As it turns out, the album title bears a thematic resonance as well as a stylistic one. With American Made, the BoDeans have created a soul-stirring song cycle that directly reflects the American experience at this critical moment in our history. The album—which also includes a powerful rendition of Bruce Springsteen’s “I’m on Fire”—was inspired by Neumann’s blue-collar upbringing and his desire to express what a great country America remains, despite its troubles and the challenges facing it today.

“As we’ve moved into the new millennium, we’ve begun to question our identity as Americans—who we are, or who we want to be,” says Neumann. “With the onset of the Tea party and the Occupy movement, it feels like we’re pulling in two very different directions. The song ‘American’ talks about this land of ‘endless possibility,’ and ‘Where else in the world you ever gonna find this kind of ideology?’ We’re lucky to have the rights and opportunities that we have, but I believe those rights come with a responsibility to help each other along. It’s wrong to stockpile millions or billions of dollars while all your neighbors struggle to survive. It feels like we’re losing the common sense that has always guided us, and that worries me. We’re so out of touch with each other—and just trying to find an American-made product has become almost comical. I wanted to bring that all of that to the surface—hence the album title.”
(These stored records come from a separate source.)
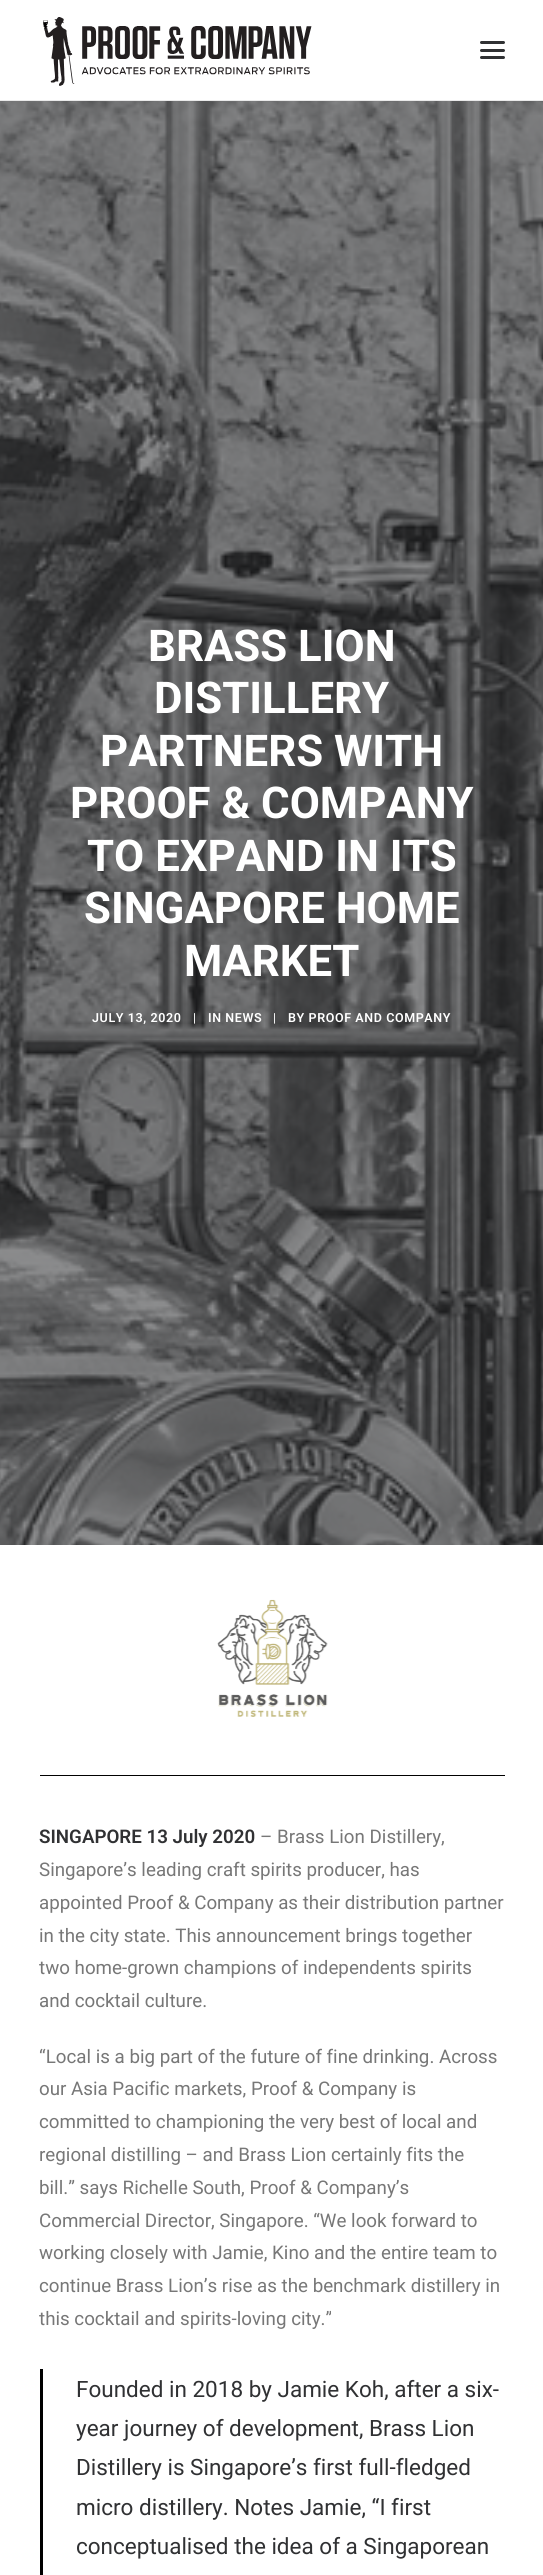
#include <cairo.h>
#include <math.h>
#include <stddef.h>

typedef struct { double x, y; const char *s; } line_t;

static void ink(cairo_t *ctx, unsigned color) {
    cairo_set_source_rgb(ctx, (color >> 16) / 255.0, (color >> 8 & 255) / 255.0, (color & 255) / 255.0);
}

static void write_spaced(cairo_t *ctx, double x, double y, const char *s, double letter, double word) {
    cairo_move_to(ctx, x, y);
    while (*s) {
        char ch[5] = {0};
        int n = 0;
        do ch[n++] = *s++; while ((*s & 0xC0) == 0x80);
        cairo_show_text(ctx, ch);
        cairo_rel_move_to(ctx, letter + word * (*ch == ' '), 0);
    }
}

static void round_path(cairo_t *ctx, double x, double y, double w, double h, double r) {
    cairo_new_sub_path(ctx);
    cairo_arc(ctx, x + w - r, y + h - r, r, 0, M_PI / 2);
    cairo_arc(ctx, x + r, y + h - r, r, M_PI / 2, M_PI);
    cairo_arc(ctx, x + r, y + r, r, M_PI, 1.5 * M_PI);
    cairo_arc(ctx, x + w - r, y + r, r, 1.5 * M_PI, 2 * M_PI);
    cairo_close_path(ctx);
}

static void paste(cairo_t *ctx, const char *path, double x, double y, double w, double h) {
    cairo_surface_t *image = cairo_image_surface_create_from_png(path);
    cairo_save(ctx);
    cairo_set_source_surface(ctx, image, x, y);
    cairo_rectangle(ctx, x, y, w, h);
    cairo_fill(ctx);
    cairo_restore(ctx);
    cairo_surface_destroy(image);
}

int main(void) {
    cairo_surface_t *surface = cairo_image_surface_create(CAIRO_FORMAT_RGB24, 543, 2575);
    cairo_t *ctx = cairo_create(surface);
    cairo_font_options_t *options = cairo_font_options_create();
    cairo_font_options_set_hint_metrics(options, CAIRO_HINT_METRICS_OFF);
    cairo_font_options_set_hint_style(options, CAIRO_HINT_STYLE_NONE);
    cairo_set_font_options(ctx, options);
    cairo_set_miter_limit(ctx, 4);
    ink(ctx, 0xFFFFFF);
    cairo_paint(ctx);
    ink(ctx, 0xEAEAEA);
    cairo_rectangle(ctx, 0, 100, 543, 1);
    cairo_fill(ctx);
    paste(ctx, "media/1.png", 43, 17, 269, 69);
    ink(ctx, 0x303133);
    round_path(ctx, 480, 49, 25, 3, 1.5);
    cairo_fill(ctx);
    round_path(ctx, 480, 41, 25, 3, 1.5);
    cairo_fill(ctx);
    round_path(ctx, 480, 56, 25, 3, 1.5);
    cairo_fill(ctx);
    paste(ctx, "media/2.png", 0, 101, 543, 1444);
    cairo_select_font_face(ctx, "Roboto", CAIRO_FONT_SLANT_NORMAL, CAIRO_FONT_WEIGHT_BOLD);
    cairo_set_font_size(ctx, 43.75);
    ink(ctx, 0xFFFFFF);
    {
        static const line_t items[] = {
            {148, 661, "BRASS LION"},
            {154, 713, "DISTILLERY"},
            {100, 766, "PARTNERS WITH"},
            {70, 818, "PROOF & COMPANY"},
            {87, 871, "TO EXPAND IN ITS"},
            {84, 923, "SINGAPORE HOME"},
            {184, 976, "MARKET"},
        };
        for (size_t i = 0; i < sizeof items / sizeof *items; i++) {
            cairo_move_to(ctx, items[i].x, items[i].y);
            cairo_show_text(ctx, items[i].s);
        }
    }
    cairo_select_font_face(ctx, "Roboto SemiBold", CAIRO_FONT_SLANT_NORMAL, CAIRO_FONT_WEIGHT_NORMAL);
    cairo_set_font_size(ctx, 12.5);
    write_spaced(ctx, 92, 1022, "JULY 13, 2020", 0.6, 0);
    cairo_select_font_face(ctx, "Roboto", CAIRO_FONT_SLANT_NORMAL, CAIRO_FONT_WEIGHT_NORMAL);
    write_spaced(ctx, 193, 1022, "|", 0.6, 0);
    cairo_select_font_face(ctx, "Roboto SemiBold", CAIRO_FONT_SLANT_NORMAL, CAIRO_FONT_WEIGHT_NORMAL);
    write_spaced(ctx, 208, 1022, "IN NEWS", 0.6, 0);
    cairo_select_font_face(ctx, "Roboto", CAIRO_FONT_SLANT_NORMAL, CAIRO_FONT_WEIGHT_NORMAL);
    write_spaced(ctx, 273, 1022, "|", 0.6, 0);
    cairo_select_font_face(ctx, "Roboto SemiBold", CAIRO_FONT_SLANT_NORMAL, CAIRO_FONT_WEIGHT_NORMAL);
    write_spaced(ctx, 288, 1022, "BY PROOF AND COMPANY", 0.6, 0);
    paste(ctx, "media/3.png", 217, 1599, 111, 118);
    ink(ctx, 0x000000);
    cairo_rectangle(ctx, 40, 1775, 465, 1);
    cairo_fill(ctx);
    cairo_set_font_size(ctx, 18.75);
    ink(ctx, 0x303133);
    cairo_move_to(ctx, 39, 1843);
    cairo_show_text(ctx, "SINGAPORE 13 July 2020");
    cairo_select_font_face(ctx, "Roboto", CAIRO_FONT_SLANT_NORMAL, CAIRO_FONT_WEIGHT_NORMAL);
    ink(ctx, 0x777777);
    {
        static const line_t items[] = {
            {260, 1843, "– Brass Lion Distillery,"},
            {39, 1876, "Singapore’s leading craft spirits producer, has"},
            {39, 1909, "appointed Proof & Company as their distribution partner"},
            {39, 1942, "in the city state. This announcement brings together"},
            {39, 1974, "two home-grown champions of independents spirits"},
            {39, 2007, "and cocktail culture."},
            {39, 2063, "“Local is a big part of the future of fine drinking. Across"},
            {39, 2095, "our Asia Pacific markets, Proof & Company is"},
            {39, 2128, "committed to championing the very best of local and"},
            {39, 2161, "regional distilling – and Brass Lion certainly fits the"},
            {39, 2194, "bill.” says Richelle South, Proof & Company’s"},
            {39, 2227, "Commercial Director, Singapore. “We look forward to"},
            {39, 2259, "working closely with Jamie, Kino and the entire team to"},
            {39, 2292, "continue Brass Lion’s rise as the benchmark distillery in"},
            {39, 2325, "this cocktail and spirits-loving city.”"},
        };
        for (size_t i = 0; i < sizeof items / sizeof *items; i++) {
            cairo_move_to(ctx, items[i].x, items[i].y);
            cairo_show_text(ctx, items[i].s);
        }
    }
    ink(ctx, 0x000000);
    cairo_rectangle(ctx, 40, 2369, 3, 206);
    cairo_fill(ctx);
    cairo_set_font_size(ctx, 22.5);
    ink(ctx, 0x303133);
    {
        static const line_t items[] = {
            {76, 2397, "Founded in 2018 by Jamie Koh, after a six-"},
            {76, 2436, "year journey of development, Brass Lion"},
            {76, 2475, "Distillery is Singapore’s first full-fledged"},
            {76, 2515, "micro distillery. Notes Jamie, “I first"},
            {76, 2554, "conceptualised the idea of a Singaporean"},
        };
        for (size_t i = 0; i < sizeof items / sizeof *items; i++) {
            cairo_move_to(ctx, items[i].x, items[i].y);
            cairo_show_text(ctx, items[i].s);
        }
    }
    cairo_surface_write_to_png(surface, "image.png");
    cairo_font_options_destroy(options);
    cairo_destroy(ctx);
    cairo_surface_destroy(surface);
    return 0;
}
If American Made is about resilience in the face of daunting obstacles, the same can be said of the unforeseen circumstances that led to the album’s creation. Sam Llanas, one of the original members, left the band last year in order to launch a solo career, the news coming just one day after the release of the band’s previous LP, Indigo Dreams. When Llanas quit, Neumann could have thrown in the towel, but he chose to stick with what he’d begun nearly three decades earlier as the band’s driving force and the architect of its sound. So he and his fellow band members cinched up their belts and carried on. Since then, Neumann has discovered that while unexpected change can be difficult, it can also be revitalizing.

The first order of business was to come up with a cohesive batch of material—Neumann didn’t realize going into the process that it would yield what amounted to the most intensely personal songs he’d ever written.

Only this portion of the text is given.